No particular reason, more a feeling then anything else, but I have been favoring a coolish summer myself. Think any heat we do see will be late August into September.

You could be right showme. Maybe we transition to the warmest anomalies of the summer in August and September. This would certainly fit some summers in this decade. Granted, there have been some recent summers in this decade as well where the late Spring and early summer experienced the worst, heat-wise.  After those temp spikes we had warm summers with high dews which made it seem hotter. 

The current Atlantic cold pool would argue for possibly more intrusions of cooler air in the weeks ahead. 

Was talking with bluewave and asked him a question about the warm SW Atlantic SSTs, and the relationship to supporting a warm feedback pattern. 

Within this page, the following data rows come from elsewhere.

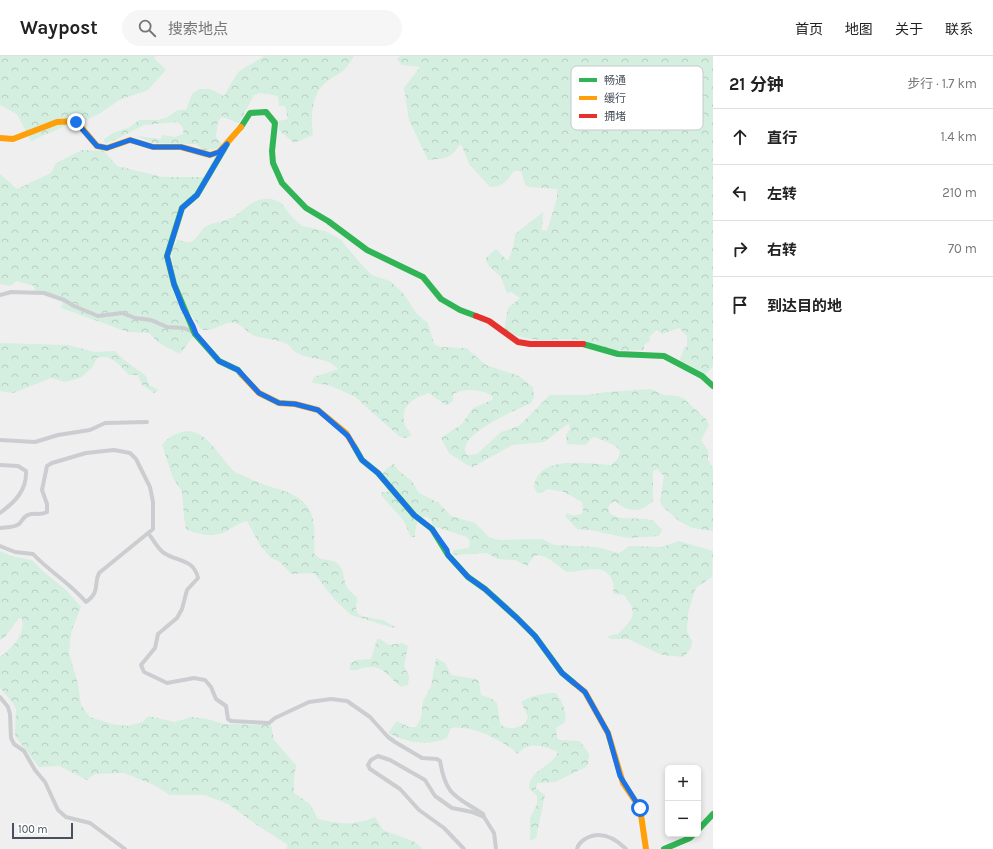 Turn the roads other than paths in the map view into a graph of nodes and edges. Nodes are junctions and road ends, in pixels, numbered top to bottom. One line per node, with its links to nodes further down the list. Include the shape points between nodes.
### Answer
1 (0, 138): 2 (street, via 5,141 18,138 66,121 76,122 97,146 107,148 130,140 153,147 181,147 210,155 219,152)
2 (227, 144): 4 (street, via 197,195 182,208 167,256 174,284); 5 (street, via 250,113 266,112 274,123 272,151 276,173 306,208 367,250 423,277 441,299 460,310 489,321 513,339 530,344 582,344 618,354 664,356 702,376)
3 (0, 295): 4 (street, via 11,292 44,293 98,316 122,313 167,327 184,328)
4 (196, 334): 23 (street, via 219,361 238,370 259,393 279,403 318,410 346,434 362,460 378,473 414,515 432,529 448,555 468,577 517,618 535,636 562,673 585,692 608,733 620,776 640,808)
5 (713, 386)
6 (147, 422): 7 (street, via 105,423 90,430 34,442)
7 (0, 440)
8 (0, 465): 9 (street, via 23,468 26,476 25,487)
9 (0, 513)
10 (0, 528): 11 (street, via 18,525 26,515 41,515 47,512 48,504 42,490 47,466 76,455 114,450 130,453 136,459 150,487 154,523)
11 (148, 533): 12 (street, via 99,573 98,587 86,602 70,584 47,569 33,554 15,552); 15 (street, via 164,553 189,562 198,578 187,590 177,618 158,634 155,648 141,665 144,672 167,683 194,678 205,680 216,699 226,706 228,719 235,722 269,723 309,702 331,698 347,701 370,717 395,742 422,758 440,761 451,793)
12 (0, 546)
13 (0, 697): 18 (street, via 10,714 10,738 24,751 45,782 58,810 66,817 90,823)
14 (713, 814): 16 (street)
15 (484, 817): 19 (street, via 452,808 435,796 425,780 390,760 378,756 371,760 368,765 370,769 400,789 419,810 444,828); 20 (street, via 494,833)
16 (701, 827)
17 (691, 837): 24 (street)
18 (125, 849)
19 (464, 849)
20 (496, 849)
21 (577, 849): 22 (street, via 583,841 596,834 606,835)
22 (626, 849)
23 (646, 849)
24 (664, 849)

What bluewave shared with me was very interesting. When you look at recent record warmth the past few years many records are located along the outter ring of the WAR. So basically the SE and Eastern Coastal and interior locations experienced numerous high temp records.

Seems to a degree you could speculate that the SW Atlantic warmth may be extending the Summer heat into the early Fall for the Eastern States close to the coast. Also maybe a relationship to the high night time min temps, with those high dews. Very fascinating indeed.  

The last few years shows another interesting occurrence, HL blocking wants to develop late in the winter and many times in the Spring. The winter itself, lacked real -NAO. What this means I am not sure.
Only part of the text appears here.